A mini-tutorial for TCP-Linux in NS-2

(Part of the NS-2 enhancement project)

David X. Wei

Netlab @ Caltech

May 2006

This tutorial is dedicated to people who want to use TCP-Linux to do NS-2 simulations. For information on how to install TCP-Linux into NS-2, see TCP-Linux website. For general tutorials of NS-2, see the NS-2 website.

Table of Content:
  1. Change your existing NS-2 simulation script to use TCP-Linux
  2. Develop your own congestion control algorithm with TCP-Linux
  3. Port a new congestion control algorithm from Linux to TCP-Linux
  4. Q&A
  5. Acknowledgment

Change your existing NS-2 simulation script to use TCP-Linux

It is very simple to change existing an existing NS-2 simulation script to use TCP-Linux. Two changes need to be done:
  1. Change the tcp agent to "Agent/TCP/Linux".
  2. Make sure the TCP Sink has Sack1 support. That is, either you are using Agent/TCPSink/Sack1 or Agent/TCPSink/Sack1/DelAck . Currently, TCP-Linux does not support receivers without SACK.
  3. Add a TCP command "select_ca <the name of your congestion control algorithm>"
  4. (Optional) delete any assignment of windowOption_. This is not necessary. Once a congestion control algorithm is selected, the value of windowOption_  has no effect to the real code. But deleting this assignment may avoid any confusion to others who read the script.
The following table shows an example. The left side is a simple NS-2 simulation script that uses SACK1 as the TCP sender. The right side is the corresponding NS-2 simulation script that uses TCP-Linux as the TCP sender. Once the two blue on the left lines are changed to the two red lines on the right, TCP-Linux is effective.
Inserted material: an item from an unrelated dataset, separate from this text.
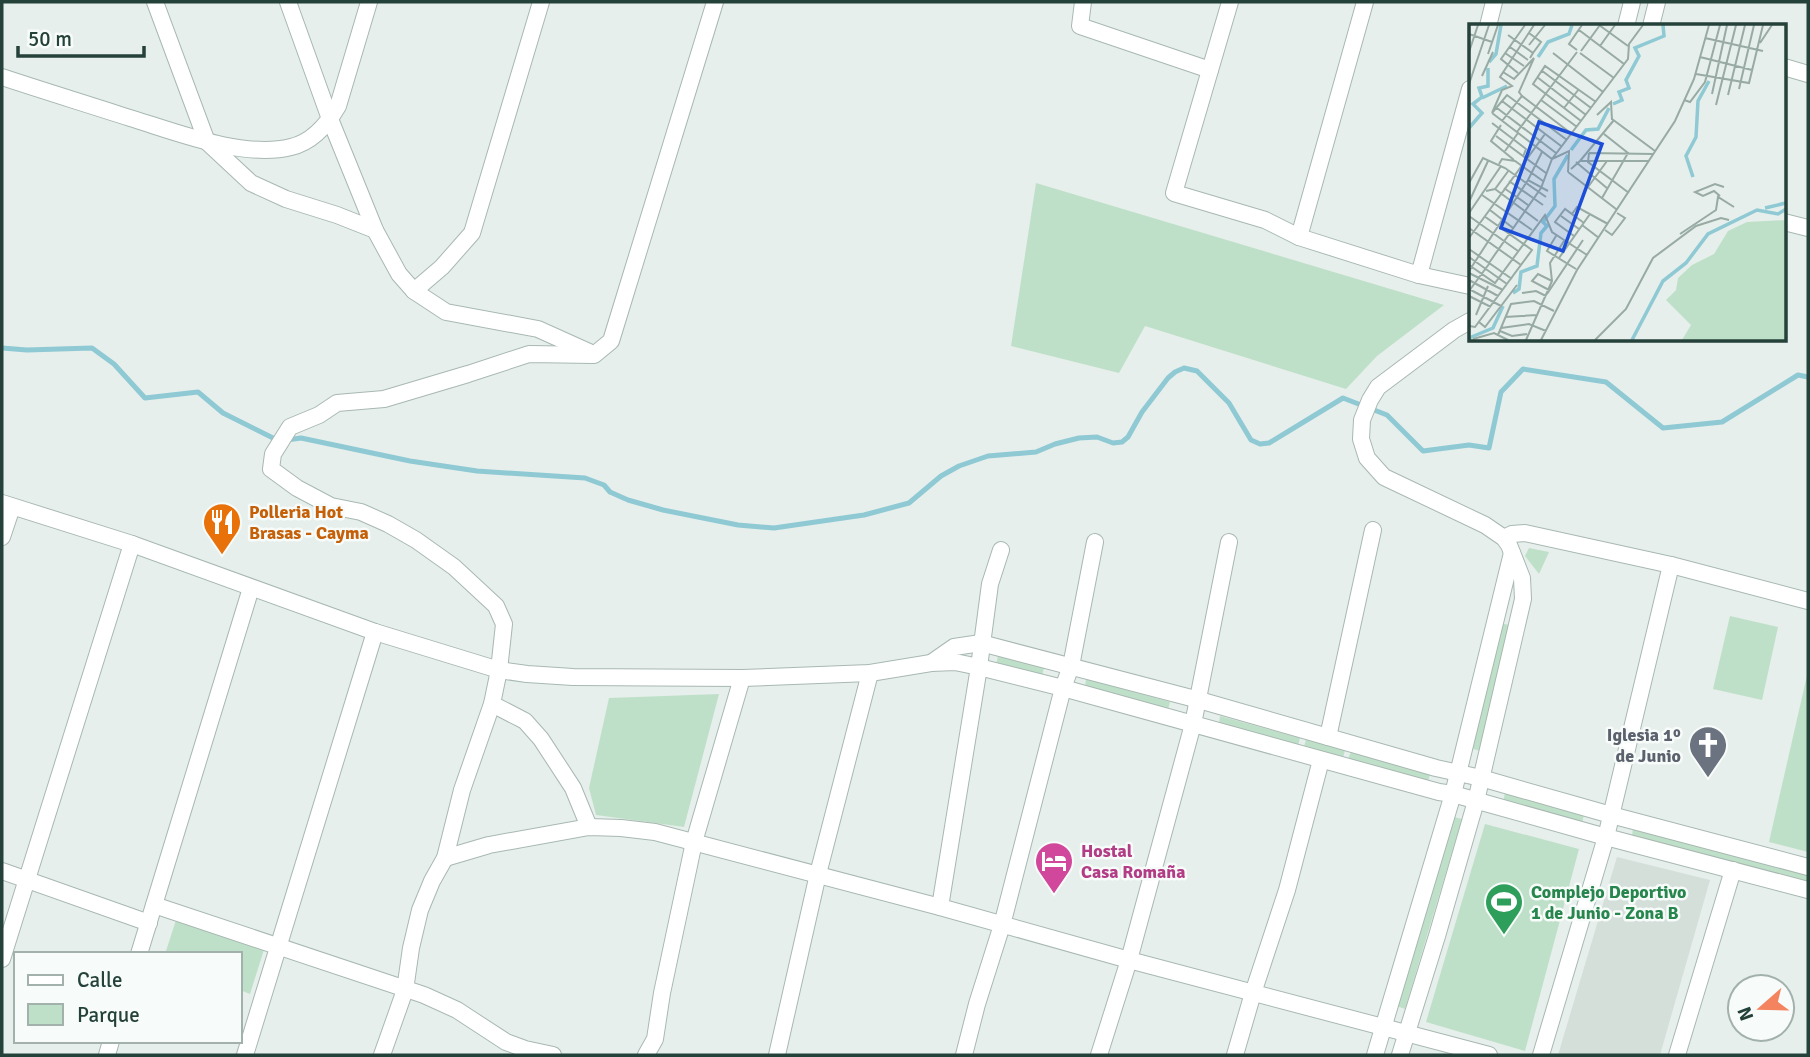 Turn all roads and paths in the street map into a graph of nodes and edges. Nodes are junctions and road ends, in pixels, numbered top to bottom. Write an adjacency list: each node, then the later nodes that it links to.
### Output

WARNING: You also need to set "window_" option in tcp agent to be large enough to see the performance difference. "window_" is the upperbound of congestion window in a TCP. It is 20 by default.

A script for TCP-Sack1
A script for TCP-Linux
#Create a simulator object
set ns [new Simulator]

#Create two nodes and a link
set bs [$ns node]
set br [$ns node]
$ns duplex-link $bs $br 100Mb 10ms DropTail

#setup sender side   
set tcp [new Agent/TCP/Sack1]
$tcp set timestamps_ true
$tcp set windowOption_ 8
$ns attach-agent $bs $tcp

#set up receiver side
set sink [new Agent/TCPSink/Sack1]
$sink set ts_echo_rfc1323_ true
$ns attach-agent $br $sink

#logical connection
$ns connect $tcp $sink

#Setup a FTP over TCP connection
set ftp [new Application/FTP]
$ftp attach-agent $tcp
$ftp set type_ FTP

#Schedule the life of the FTP
$ns at 0 "$ftp start"
$ns at 10 "$ftp stop"

#Schedule the stop of the simulation
$ns at 11 "exit 0"

#Start the simulation
$ns run
#Create a simulator object
set ns [new Simulator]

#Create two nodes and a link
set bs [$ns node]
set br [$ns node]
$ns duplex-link $bs $br 100Mb 10ms DropTail

#setup sender side   
set tcp [new Agent/TCP/Linux]
$tcp set timestamps_ true
$ns at 0 "$tcp select_ca highspeed"
$ns attach-agent $bs $tcp

#set up receiver side
set sink [new Agent/TCPSink/Sack1]
$sink set ts_echo_rfc1323_ true
$ns attach-agent $br $sink

#logical connection
$ns connect $tcp $sink

#Setup a FTP over TCP connection
set ftp [new Application/FTP]
$ftp attach-agent $tcp
$ftp set type_ FTP

#Schedule the life of the FTP
$ns at 0 "$ftp start"
$ns at 10 "$ftp stop"

#Schedule the stop of the simulation
$ns at 11 "exit 0"

#Start the simulation
$ns run

Develop a new congestion control algorithm with TCP-Linux

Here we explain the very basic concepts which are enough for developing simple loss-based algorithms.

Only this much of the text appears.